> _Exercise directions_: Copy every line of the records below where the word "María" occurs.
::: Record excerpts :::
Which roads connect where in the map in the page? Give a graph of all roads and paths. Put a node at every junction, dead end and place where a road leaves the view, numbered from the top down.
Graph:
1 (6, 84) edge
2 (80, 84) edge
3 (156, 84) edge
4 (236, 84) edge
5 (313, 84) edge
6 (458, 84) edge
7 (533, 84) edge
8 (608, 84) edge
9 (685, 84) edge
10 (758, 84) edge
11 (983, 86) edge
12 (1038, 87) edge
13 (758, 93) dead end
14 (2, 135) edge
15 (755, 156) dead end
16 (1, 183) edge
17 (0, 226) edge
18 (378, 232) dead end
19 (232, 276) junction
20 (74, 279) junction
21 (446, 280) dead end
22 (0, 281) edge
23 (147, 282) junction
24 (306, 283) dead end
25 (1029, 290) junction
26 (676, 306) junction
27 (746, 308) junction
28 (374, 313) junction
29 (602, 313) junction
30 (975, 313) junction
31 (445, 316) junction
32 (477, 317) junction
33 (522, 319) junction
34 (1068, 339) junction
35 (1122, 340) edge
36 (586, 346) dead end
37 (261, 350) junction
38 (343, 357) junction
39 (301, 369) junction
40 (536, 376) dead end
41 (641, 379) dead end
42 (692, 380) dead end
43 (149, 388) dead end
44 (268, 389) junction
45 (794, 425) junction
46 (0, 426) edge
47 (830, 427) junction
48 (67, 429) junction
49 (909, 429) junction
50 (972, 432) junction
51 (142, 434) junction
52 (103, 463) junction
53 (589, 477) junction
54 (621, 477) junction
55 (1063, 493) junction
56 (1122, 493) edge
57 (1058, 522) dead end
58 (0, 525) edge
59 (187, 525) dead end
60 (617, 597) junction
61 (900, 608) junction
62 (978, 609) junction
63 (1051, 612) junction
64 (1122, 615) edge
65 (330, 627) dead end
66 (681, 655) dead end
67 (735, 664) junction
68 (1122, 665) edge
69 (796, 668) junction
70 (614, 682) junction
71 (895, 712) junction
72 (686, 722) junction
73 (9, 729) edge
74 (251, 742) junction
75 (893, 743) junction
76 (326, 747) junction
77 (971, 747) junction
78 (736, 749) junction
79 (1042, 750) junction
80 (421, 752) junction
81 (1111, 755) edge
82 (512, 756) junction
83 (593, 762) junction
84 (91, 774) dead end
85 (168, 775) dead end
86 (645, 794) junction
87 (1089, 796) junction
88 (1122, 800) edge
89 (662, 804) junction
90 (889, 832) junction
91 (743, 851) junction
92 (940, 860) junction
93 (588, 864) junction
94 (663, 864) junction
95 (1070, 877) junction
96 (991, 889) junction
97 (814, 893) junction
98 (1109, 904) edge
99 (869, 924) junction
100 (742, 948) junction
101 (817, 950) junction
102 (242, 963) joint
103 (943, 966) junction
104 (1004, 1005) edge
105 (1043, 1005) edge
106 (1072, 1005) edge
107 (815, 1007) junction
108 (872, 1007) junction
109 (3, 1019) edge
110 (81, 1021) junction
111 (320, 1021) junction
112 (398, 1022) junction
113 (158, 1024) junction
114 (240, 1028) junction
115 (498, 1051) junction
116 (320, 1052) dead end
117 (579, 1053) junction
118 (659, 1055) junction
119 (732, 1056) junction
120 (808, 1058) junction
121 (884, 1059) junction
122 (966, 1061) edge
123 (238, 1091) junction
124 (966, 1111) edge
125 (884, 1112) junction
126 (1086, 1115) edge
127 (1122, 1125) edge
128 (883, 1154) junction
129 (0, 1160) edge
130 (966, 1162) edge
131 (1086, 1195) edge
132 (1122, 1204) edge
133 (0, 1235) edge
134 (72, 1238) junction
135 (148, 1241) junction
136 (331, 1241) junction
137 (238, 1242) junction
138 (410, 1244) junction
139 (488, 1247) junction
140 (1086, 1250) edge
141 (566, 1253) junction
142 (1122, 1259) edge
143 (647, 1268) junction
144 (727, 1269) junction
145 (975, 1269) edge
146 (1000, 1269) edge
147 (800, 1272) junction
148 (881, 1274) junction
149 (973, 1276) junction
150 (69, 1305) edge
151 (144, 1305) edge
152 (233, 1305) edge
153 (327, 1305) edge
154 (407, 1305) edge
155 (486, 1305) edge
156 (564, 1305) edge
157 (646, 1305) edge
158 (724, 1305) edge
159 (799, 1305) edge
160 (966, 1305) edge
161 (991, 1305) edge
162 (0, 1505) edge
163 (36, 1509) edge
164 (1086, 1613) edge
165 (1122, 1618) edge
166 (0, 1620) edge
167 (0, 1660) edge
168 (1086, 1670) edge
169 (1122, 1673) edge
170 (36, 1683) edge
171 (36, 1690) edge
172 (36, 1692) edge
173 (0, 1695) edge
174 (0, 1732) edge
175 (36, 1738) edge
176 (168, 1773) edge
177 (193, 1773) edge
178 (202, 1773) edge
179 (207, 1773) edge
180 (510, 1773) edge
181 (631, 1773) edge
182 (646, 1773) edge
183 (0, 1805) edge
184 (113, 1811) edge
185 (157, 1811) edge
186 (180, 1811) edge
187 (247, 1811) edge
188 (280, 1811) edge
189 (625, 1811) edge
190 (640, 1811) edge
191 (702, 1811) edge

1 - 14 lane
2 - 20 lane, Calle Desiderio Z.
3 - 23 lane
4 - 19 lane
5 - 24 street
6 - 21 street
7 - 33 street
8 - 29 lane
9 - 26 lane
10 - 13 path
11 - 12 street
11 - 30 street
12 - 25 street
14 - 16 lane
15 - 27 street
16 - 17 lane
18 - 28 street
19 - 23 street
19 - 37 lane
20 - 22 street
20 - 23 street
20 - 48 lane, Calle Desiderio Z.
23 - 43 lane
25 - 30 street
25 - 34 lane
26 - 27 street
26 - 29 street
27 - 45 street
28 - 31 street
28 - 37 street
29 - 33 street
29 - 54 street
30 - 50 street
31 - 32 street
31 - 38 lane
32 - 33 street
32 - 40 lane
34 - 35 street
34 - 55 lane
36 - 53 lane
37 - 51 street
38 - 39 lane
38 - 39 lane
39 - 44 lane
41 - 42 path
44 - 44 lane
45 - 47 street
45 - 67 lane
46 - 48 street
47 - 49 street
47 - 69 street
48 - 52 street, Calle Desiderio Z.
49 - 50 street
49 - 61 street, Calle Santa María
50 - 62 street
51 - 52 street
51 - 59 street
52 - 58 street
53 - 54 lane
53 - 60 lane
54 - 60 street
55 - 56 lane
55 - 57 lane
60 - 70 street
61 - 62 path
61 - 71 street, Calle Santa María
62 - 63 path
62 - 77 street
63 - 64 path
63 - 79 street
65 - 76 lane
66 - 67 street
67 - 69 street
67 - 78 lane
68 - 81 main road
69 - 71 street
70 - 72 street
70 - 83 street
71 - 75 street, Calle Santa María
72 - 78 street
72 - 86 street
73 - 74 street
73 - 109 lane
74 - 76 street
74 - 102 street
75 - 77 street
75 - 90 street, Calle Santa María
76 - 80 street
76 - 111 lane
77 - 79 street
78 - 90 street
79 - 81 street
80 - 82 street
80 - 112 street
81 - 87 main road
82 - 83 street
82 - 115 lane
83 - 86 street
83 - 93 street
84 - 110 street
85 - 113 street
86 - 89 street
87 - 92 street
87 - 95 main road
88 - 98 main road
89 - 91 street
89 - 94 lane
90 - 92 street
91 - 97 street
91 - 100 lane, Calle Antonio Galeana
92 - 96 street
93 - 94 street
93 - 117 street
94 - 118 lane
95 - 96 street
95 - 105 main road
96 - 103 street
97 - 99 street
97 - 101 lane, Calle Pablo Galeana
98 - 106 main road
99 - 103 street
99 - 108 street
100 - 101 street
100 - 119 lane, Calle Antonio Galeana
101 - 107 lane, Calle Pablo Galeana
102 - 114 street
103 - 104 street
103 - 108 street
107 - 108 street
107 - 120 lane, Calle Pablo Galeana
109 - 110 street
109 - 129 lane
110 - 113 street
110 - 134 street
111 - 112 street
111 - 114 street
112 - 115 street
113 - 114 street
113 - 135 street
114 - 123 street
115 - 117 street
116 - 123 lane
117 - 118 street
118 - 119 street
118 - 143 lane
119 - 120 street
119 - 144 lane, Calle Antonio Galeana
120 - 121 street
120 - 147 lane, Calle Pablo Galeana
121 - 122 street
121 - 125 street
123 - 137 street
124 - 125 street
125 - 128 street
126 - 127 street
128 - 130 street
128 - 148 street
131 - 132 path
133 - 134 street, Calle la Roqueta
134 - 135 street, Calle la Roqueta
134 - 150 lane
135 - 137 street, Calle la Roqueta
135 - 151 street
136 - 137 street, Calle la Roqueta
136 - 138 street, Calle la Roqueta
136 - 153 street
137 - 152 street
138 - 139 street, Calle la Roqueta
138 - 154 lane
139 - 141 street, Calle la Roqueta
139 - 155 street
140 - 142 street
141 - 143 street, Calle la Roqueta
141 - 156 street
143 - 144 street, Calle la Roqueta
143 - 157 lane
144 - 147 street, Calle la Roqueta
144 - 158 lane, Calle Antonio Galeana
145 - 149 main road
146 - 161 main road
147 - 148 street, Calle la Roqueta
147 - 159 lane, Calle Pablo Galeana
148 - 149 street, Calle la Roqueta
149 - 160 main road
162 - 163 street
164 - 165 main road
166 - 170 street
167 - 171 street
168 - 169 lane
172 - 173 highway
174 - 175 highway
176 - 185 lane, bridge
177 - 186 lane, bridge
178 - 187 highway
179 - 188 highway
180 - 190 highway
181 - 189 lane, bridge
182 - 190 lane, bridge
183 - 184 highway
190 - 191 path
:::
> _Result_:
49 - 61 street, Calle Santa María
61 - 71 street, Calle Santa María
71 - 75 street, Calle Santa María
75 - 90 street, Calle Santa María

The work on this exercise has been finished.